INFORMATION SHOWN:
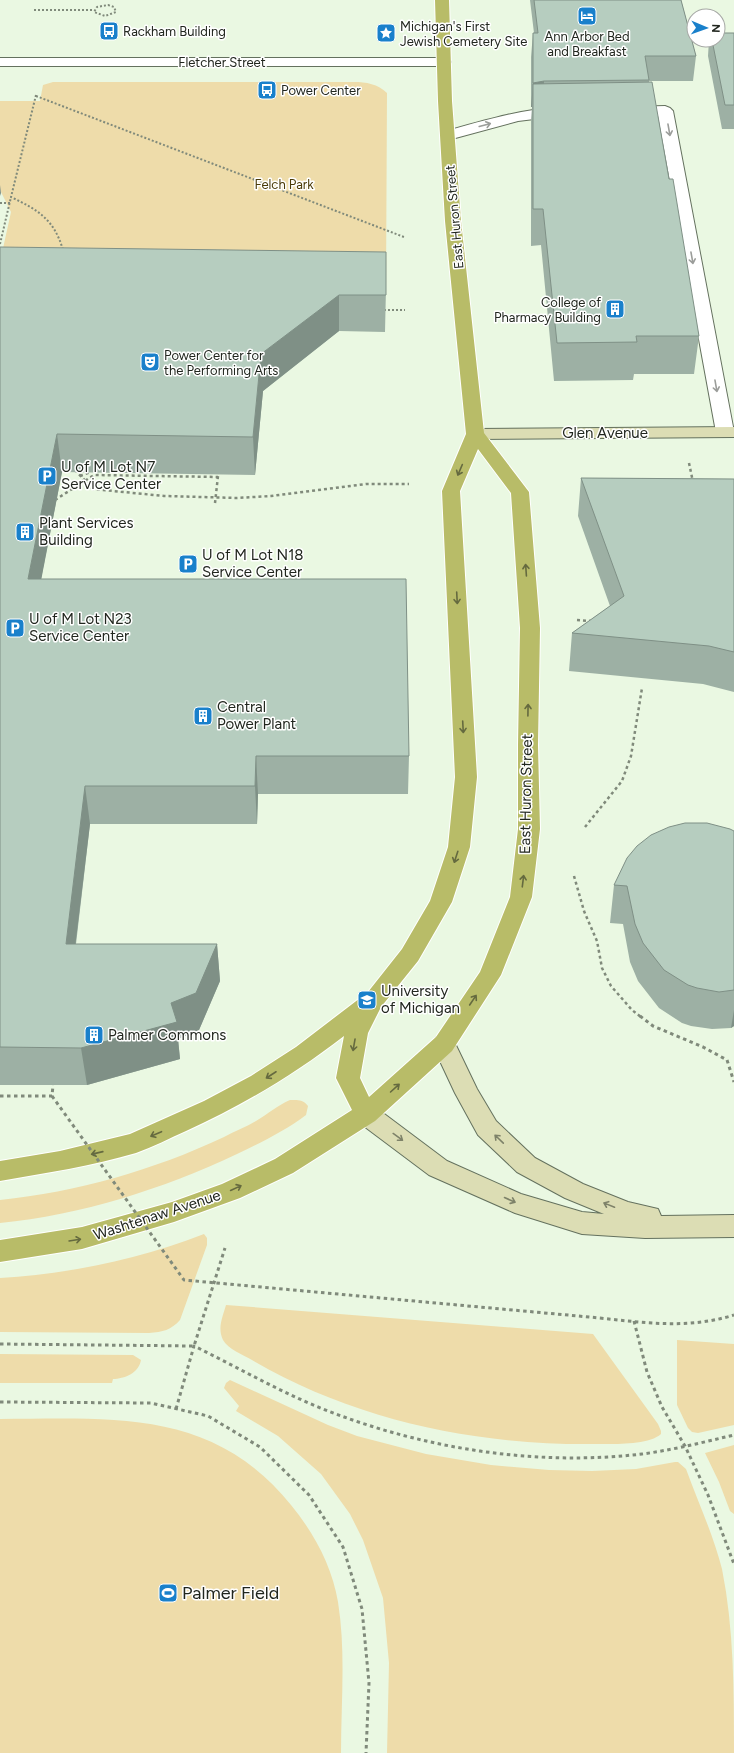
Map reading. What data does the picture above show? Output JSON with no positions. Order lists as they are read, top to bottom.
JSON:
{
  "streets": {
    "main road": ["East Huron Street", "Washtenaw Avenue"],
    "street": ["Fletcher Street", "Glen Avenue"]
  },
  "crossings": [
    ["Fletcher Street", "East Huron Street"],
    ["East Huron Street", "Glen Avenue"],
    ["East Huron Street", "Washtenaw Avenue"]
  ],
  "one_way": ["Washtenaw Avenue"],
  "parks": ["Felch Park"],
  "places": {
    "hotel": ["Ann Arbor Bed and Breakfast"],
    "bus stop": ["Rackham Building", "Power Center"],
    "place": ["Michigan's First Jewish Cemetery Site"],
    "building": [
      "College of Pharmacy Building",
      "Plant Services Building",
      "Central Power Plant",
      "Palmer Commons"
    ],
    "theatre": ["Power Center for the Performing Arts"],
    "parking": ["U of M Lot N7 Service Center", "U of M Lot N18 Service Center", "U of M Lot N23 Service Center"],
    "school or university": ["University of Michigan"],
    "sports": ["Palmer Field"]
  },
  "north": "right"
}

WHAT THE EXERCISE ASKS: Give the records back exactly, with no pictures.

OUTPUT FOR THIS TASK:
Map reading. What data does the picture above show? Output JSON with no positions. Order lists as they are read, top to bottom.
JSON:
{
  "streets": {
    "main road": ["East Huron Street", "Washtenaw Avenue"],
    "street": ["Fletcher Street", "Glen Avenue"]
  },
  "crossings": [
    ["Fletcher Street", "East Huron Street"],
    ["East Huron Street", "Glen Avenue"],
    ["East Huron Street", "Washtenaw Avenue"]
  ],
  "one_way": ["Washtenaw Avenue"],
  "parks": ["Felch Park"],
  "places": {
    "hotel": ["Ann Arbor Bed and Breakfast"],
    "bus stop": ["Rackham Building", "Power Center"],
    "place": ["Michigan's First Jewish Cemetery Site"],
    "building": [
      "College of Pharmacy Building",
      "Plant Services Building",
      "Central Power Plant",
      "Palmer Commons"
    ],
    "theatre": ["Power Center for the Performing Arts"],
    "parking": ["U of M Lot N7 Service Center", "U of M Lot N18 Service Center", "U of M Lot N23 Service Center"],
    "school or university": ["University of Michigan"],
    "sports": ["Palmer Field"]
  },
  "north": "right"
}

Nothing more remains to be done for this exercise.